Je m'assis sur le lit blanc, perpendiculaire à celui-ci, entrecroise mes doigts sur mes genoux et j'attends. J'attends que le soleil remplace la lune dans le ciel. Après deux ou trois heures, la lune disparue, le soleil prend sa place dans le décor, par une danse lente et poétique de couleur chatoyante. Le bleu, le vert, le rose, le orangé, le violet! J'avais oublié à quel point le lever du jour pouvait être chaleureux et réconfortant.

Je porte mon attention sur le reste de la chambre, à la recherche d'un quelconque élément qui pourrait m'être familier. Rien! La pièce est désespérément blanche et sans âme, aussi triste qu'une tombe. Ce qui n'aurait pas été plus mal. J'aurais préféré mille fois être morte plutôt que de subir ce supplice de ne rien reconnaître. J'ai l'impression de ne plus être qu'une huitre vide. Tout ce qu'il y a, c'est une sorte de machine bizarre à laquelle je suis branchée par l'index. Accrochée au lit, il y a une petite table blanche orné d'un verre rempli d'un liquide translucide. Devant moi, il a un rideau bleu en papier peut-être, où alors en plastique, je ne sais pas. À vrai dire, cela pourrait être de la peau d'animal, je crois que je n'y verrais aucune différence. Je pense être tellement confuse que je n'ai pas l'impression de l'être. Comme lorsque l'on sent couler sur sa main une eau si chaude qu'elle en est froide. À ma droite, il y a une fenêtre et à ma gauche, une porte ouverte sur une petite pièce qui ne me semble pas très utile.
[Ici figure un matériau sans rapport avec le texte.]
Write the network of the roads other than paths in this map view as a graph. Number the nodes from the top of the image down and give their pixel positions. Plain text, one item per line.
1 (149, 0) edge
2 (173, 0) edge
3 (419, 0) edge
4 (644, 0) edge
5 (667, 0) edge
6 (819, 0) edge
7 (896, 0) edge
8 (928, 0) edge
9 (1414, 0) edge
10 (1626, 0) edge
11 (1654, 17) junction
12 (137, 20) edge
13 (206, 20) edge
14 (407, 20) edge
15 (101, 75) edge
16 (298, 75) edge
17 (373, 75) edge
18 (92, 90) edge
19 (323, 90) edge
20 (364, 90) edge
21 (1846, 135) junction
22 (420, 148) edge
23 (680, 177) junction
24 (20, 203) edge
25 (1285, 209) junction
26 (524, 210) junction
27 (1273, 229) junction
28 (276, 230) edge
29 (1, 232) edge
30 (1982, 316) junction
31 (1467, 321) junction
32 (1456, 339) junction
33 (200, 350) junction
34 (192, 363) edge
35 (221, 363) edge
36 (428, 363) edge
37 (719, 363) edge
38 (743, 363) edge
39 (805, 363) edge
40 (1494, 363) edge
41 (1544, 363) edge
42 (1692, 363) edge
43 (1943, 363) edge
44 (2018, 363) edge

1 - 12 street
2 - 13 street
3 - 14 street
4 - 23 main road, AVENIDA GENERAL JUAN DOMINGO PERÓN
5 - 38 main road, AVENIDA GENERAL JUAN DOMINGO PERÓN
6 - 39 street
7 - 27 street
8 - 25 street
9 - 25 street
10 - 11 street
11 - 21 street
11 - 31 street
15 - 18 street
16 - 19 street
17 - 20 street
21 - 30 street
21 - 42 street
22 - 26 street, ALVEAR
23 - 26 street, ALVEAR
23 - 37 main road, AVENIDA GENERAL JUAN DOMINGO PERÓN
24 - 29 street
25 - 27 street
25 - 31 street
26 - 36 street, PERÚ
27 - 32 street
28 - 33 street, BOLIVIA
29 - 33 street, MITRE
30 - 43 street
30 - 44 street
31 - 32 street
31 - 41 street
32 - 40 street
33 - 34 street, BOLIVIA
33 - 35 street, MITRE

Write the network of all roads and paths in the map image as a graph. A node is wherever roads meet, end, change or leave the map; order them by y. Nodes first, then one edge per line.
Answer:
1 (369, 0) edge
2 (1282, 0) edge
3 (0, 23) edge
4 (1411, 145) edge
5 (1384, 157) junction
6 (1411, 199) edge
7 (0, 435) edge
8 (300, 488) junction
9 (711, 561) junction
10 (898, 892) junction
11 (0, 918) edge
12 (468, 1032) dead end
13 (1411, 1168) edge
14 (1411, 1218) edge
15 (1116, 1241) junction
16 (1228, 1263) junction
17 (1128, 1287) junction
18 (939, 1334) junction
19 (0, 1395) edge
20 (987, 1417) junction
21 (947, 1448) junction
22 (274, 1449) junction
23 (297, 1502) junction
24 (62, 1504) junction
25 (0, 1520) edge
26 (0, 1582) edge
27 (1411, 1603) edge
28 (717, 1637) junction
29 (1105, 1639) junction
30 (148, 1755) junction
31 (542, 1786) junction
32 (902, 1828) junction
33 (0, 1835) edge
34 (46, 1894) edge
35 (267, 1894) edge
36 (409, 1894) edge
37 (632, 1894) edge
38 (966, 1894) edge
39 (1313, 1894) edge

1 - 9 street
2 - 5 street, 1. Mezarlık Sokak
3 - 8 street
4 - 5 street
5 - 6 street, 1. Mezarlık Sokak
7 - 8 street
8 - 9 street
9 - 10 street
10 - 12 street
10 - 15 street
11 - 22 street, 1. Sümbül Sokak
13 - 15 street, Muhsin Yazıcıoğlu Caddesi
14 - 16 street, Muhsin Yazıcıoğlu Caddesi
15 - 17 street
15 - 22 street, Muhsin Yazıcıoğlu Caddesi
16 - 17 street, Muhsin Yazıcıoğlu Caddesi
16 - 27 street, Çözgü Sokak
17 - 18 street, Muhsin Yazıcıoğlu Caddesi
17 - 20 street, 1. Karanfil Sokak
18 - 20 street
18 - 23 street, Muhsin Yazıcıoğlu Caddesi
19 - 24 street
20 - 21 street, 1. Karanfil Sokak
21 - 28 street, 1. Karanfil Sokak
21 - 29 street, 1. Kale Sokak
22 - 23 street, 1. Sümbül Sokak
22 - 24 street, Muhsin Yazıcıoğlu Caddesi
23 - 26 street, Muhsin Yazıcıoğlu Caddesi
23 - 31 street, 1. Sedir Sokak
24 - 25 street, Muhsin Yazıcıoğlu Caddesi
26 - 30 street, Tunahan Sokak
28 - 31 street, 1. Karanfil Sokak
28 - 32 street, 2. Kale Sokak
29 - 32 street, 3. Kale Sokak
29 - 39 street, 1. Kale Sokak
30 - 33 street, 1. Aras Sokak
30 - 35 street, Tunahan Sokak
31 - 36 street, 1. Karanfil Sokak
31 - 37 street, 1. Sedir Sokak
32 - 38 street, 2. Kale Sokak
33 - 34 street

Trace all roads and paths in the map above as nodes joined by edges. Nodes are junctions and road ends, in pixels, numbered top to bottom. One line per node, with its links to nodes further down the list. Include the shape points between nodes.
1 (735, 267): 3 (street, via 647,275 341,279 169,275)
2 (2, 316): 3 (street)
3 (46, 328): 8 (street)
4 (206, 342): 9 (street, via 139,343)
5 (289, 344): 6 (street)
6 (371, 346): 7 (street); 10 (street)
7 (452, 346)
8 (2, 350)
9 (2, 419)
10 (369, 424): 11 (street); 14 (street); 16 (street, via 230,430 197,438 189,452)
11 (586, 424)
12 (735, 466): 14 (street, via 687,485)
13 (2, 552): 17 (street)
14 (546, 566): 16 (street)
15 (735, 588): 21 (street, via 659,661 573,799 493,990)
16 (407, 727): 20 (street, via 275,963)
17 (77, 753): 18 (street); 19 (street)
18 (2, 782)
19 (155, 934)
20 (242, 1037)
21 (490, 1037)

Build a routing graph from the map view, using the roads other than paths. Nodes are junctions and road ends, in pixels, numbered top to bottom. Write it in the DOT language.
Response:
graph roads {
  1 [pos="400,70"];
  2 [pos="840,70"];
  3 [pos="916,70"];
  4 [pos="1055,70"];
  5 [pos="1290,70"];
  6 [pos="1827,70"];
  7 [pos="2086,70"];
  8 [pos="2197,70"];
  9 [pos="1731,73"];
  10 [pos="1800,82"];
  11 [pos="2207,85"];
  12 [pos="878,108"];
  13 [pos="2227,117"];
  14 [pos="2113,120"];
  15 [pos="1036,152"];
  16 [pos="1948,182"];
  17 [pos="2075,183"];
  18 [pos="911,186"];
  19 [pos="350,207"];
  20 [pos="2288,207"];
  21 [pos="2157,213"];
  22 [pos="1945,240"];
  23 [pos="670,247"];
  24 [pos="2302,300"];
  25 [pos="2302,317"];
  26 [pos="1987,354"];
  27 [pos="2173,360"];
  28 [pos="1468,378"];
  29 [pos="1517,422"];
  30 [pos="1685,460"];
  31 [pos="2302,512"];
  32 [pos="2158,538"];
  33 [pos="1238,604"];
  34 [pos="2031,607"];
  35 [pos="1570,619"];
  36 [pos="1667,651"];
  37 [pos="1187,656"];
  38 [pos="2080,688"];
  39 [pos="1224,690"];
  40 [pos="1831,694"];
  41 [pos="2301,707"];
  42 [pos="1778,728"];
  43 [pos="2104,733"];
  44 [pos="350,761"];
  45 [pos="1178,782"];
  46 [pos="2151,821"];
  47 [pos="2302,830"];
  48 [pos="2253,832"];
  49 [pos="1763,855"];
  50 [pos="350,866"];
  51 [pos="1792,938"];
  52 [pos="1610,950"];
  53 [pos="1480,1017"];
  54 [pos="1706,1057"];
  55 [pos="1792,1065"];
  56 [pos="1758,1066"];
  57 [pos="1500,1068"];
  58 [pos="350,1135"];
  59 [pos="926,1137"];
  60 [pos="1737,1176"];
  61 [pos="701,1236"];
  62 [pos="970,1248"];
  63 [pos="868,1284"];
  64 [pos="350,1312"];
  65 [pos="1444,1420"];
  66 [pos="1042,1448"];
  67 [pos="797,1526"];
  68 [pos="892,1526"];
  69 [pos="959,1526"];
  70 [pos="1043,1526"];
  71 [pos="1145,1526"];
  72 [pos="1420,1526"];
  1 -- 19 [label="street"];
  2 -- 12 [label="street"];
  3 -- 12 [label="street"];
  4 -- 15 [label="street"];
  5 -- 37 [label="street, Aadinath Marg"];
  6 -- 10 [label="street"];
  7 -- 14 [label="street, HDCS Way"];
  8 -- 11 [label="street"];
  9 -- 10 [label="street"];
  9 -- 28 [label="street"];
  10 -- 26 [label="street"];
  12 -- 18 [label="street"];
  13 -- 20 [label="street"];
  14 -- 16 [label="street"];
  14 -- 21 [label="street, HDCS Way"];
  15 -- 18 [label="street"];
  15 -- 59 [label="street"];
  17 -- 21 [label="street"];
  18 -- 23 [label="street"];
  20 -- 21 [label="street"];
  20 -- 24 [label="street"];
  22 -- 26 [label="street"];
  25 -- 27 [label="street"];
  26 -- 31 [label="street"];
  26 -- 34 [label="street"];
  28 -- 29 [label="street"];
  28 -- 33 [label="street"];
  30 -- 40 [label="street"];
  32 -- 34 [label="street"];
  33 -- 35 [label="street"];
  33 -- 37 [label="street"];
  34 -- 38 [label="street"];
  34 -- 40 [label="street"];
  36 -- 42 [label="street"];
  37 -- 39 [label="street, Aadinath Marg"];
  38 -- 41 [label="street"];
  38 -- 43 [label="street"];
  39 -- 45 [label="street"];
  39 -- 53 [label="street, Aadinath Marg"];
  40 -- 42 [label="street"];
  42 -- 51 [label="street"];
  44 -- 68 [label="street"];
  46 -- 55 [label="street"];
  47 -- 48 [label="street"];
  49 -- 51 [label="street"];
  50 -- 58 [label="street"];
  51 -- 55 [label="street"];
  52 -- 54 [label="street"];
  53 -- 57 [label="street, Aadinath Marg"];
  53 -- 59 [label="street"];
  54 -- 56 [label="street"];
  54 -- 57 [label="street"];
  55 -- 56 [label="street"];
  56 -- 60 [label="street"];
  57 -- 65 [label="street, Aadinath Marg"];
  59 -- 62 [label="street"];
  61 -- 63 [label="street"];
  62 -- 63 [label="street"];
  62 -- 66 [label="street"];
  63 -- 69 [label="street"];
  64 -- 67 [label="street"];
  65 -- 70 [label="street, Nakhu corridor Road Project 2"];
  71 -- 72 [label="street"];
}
Aux côtés de cette porte, il y a un meuble blanc que les rayons de l'aube font briller légèrement, et au-dessus, un objet de forme carré est accroché au mur et me renvoie l'image des mailles du rideau, de l'autre côté de la pièce.

Je tourne les yeux vers le garçon dans une respiration lente et aperçois ses paupières s'ouvrir peu à peu en direction de la fenêtre.

-Je vous demande pardon, je déclare, soumise.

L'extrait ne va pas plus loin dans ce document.